Collected data entries:
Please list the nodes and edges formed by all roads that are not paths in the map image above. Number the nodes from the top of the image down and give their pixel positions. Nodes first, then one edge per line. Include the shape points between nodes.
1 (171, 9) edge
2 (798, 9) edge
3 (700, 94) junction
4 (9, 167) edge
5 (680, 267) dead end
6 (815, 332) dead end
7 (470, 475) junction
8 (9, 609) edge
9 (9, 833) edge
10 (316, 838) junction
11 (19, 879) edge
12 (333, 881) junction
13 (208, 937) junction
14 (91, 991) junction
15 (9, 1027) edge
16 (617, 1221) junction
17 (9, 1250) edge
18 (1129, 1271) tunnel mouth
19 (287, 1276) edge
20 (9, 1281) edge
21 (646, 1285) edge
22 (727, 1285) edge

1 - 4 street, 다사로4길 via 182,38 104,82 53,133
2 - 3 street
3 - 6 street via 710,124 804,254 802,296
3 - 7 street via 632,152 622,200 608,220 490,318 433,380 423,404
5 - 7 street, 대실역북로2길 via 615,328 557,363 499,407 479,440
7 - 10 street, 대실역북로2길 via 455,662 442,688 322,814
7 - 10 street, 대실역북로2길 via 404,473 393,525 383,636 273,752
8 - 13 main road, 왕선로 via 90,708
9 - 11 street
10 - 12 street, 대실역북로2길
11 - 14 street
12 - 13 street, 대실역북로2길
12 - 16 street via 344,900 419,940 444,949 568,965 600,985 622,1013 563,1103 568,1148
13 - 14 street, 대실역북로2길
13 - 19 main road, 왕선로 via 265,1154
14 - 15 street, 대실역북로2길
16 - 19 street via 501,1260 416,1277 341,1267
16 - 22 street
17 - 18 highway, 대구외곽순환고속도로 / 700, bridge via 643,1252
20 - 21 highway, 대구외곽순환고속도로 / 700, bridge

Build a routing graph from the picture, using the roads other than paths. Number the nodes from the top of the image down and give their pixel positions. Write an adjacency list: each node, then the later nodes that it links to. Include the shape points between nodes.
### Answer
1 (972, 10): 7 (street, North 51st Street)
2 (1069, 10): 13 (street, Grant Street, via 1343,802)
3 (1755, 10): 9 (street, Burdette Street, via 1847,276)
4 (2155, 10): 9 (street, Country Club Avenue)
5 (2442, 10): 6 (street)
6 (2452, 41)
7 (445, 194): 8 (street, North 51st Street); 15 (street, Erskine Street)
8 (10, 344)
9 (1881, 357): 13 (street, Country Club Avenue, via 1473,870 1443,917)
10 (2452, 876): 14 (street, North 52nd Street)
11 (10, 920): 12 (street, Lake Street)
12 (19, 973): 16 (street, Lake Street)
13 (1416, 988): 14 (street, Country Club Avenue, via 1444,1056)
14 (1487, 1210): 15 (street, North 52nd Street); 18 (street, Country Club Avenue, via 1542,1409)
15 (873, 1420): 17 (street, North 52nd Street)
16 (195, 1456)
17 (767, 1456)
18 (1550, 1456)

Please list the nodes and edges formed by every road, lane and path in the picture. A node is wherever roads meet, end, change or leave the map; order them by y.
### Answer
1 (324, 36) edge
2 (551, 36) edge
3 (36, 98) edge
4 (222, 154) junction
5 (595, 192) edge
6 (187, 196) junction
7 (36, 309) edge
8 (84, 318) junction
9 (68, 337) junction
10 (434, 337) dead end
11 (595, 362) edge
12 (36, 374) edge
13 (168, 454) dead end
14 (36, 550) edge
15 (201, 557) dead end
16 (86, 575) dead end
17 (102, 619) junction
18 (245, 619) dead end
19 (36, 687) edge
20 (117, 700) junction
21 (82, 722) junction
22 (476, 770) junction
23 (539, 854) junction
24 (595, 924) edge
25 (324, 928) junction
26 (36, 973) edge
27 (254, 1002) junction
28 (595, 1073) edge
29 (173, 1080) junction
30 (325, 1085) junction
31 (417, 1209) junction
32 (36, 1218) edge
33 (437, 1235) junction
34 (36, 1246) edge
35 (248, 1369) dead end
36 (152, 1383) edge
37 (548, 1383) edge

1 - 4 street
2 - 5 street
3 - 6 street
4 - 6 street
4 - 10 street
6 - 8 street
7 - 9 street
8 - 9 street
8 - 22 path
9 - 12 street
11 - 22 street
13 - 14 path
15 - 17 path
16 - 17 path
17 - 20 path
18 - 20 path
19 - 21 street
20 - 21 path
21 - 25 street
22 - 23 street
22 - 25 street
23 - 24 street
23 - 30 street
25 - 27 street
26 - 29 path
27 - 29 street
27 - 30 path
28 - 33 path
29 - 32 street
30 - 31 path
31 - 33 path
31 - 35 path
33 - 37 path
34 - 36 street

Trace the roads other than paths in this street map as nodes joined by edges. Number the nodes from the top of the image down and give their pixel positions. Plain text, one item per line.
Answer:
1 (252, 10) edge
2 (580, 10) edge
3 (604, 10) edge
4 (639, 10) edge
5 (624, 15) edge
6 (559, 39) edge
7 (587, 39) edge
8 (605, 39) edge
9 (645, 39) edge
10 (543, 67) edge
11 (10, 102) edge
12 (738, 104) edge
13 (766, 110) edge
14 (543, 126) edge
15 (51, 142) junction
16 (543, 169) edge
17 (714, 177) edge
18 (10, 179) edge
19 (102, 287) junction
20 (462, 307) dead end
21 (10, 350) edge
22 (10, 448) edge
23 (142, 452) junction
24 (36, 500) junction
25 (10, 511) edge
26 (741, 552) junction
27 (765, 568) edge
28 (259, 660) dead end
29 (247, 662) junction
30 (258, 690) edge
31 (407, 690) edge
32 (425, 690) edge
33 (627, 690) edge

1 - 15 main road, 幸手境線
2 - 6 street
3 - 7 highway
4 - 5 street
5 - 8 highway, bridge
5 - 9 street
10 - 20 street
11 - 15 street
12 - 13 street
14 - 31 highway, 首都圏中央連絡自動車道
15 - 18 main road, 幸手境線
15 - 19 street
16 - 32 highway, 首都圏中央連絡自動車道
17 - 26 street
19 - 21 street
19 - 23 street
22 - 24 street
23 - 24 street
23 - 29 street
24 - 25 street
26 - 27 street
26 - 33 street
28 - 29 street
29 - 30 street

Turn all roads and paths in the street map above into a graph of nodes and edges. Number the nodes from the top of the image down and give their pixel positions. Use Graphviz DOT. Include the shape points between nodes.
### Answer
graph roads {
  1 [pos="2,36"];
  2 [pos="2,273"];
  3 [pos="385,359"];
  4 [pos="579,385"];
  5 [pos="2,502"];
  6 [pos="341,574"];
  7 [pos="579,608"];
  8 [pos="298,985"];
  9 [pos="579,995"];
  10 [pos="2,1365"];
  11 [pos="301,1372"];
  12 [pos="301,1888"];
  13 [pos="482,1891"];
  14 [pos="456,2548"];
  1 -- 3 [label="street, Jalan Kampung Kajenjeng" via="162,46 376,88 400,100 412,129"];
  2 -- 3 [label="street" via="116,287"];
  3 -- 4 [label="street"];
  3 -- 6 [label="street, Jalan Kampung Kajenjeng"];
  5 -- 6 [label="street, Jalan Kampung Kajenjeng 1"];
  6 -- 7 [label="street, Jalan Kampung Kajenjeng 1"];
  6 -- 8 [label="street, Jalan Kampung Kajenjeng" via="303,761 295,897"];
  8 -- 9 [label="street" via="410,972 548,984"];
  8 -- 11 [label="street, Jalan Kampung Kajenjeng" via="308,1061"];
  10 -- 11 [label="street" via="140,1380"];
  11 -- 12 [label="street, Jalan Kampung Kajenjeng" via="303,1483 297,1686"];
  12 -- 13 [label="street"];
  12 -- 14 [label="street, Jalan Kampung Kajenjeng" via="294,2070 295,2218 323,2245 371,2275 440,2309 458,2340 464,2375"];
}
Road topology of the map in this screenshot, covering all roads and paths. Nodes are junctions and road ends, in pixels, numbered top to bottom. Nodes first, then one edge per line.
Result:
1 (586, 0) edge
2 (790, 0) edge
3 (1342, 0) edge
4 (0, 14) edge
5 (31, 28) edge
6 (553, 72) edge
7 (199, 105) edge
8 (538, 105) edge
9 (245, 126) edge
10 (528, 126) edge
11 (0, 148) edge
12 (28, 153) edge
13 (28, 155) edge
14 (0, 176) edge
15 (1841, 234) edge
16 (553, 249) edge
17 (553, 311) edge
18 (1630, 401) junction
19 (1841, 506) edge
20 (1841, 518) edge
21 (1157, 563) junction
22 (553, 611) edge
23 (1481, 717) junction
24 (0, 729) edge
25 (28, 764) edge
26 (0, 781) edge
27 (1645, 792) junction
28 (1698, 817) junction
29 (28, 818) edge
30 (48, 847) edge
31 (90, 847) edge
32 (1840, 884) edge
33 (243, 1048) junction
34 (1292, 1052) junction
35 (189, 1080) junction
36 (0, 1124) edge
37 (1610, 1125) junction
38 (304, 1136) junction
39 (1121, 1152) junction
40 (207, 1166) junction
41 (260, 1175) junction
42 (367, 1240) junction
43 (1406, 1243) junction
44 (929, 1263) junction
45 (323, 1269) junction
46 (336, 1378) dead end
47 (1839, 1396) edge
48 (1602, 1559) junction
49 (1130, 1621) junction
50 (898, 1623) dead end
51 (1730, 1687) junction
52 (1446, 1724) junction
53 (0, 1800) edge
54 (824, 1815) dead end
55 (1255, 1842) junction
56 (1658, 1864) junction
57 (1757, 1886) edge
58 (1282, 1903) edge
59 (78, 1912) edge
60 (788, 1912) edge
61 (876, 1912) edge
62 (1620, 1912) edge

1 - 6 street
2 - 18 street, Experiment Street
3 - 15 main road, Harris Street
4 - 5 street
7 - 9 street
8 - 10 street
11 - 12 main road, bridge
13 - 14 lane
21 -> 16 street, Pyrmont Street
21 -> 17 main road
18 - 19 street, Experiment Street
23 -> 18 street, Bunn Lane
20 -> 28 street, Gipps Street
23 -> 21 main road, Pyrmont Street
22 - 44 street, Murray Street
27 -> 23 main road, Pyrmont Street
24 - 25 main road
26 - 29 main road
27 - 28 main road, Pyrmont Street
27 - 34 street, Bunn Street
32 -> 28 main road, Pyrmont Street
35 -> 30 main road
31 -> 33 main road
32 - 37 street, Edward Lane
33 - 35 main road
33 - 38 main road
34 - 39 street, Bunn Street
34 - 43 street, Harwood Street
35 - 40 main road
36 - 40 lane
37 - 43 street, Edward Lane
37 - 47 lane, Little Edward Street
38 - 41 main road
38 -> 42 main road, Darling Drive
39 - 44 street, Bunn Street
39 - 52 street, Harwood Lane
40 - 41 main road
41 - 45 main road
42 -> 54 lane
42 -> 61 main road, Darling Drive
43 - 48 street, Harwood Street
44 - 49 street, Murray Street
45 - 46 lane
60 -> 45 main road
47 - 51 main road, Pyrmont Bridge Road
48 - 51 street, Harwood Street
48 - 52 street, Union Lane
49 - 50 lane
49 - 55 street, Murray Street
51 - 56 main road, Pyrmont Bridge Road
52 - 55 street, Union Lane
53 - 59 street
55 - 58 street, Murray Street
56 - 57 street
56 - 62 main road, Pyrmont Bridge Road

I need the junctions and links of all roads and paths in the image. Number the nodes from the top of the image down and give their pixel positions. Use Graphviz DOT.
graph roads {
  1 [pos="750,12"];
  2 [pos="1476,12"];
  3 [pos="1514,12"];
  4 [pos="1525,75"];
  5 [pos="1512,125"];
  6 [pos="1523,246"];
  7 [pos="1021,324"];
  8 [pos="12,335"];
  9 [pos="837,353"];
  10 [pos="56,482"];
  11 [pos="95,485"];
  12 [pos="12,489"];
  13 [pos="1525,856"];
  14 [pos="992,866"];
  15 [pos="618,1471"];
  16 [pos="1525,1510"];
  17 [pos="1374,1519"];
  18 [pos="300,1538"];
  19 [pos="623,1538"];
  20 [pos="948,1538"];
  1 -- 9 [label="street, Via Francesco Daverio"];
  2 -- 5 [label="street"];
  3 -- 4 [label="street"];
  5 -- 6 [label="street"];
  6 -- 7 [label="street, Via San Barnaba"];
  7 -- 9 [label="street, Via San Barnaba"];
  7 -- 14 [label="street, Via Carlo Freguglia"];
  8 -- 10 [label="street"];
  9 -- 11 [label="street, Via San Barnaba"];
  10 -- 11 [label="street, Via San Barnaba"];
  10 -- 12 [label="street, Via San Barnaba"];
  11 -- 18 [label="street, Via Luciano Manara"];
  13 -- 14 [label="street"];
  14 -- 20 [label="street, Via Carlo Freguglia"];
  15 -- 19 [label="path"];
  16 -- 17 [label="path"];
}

## [WHAT THIS TASK INVOLVES]
Considering the records above, count the lines where the string "Include" occurs and return that number alone.

## [ANSWER TO THIS TASK]
3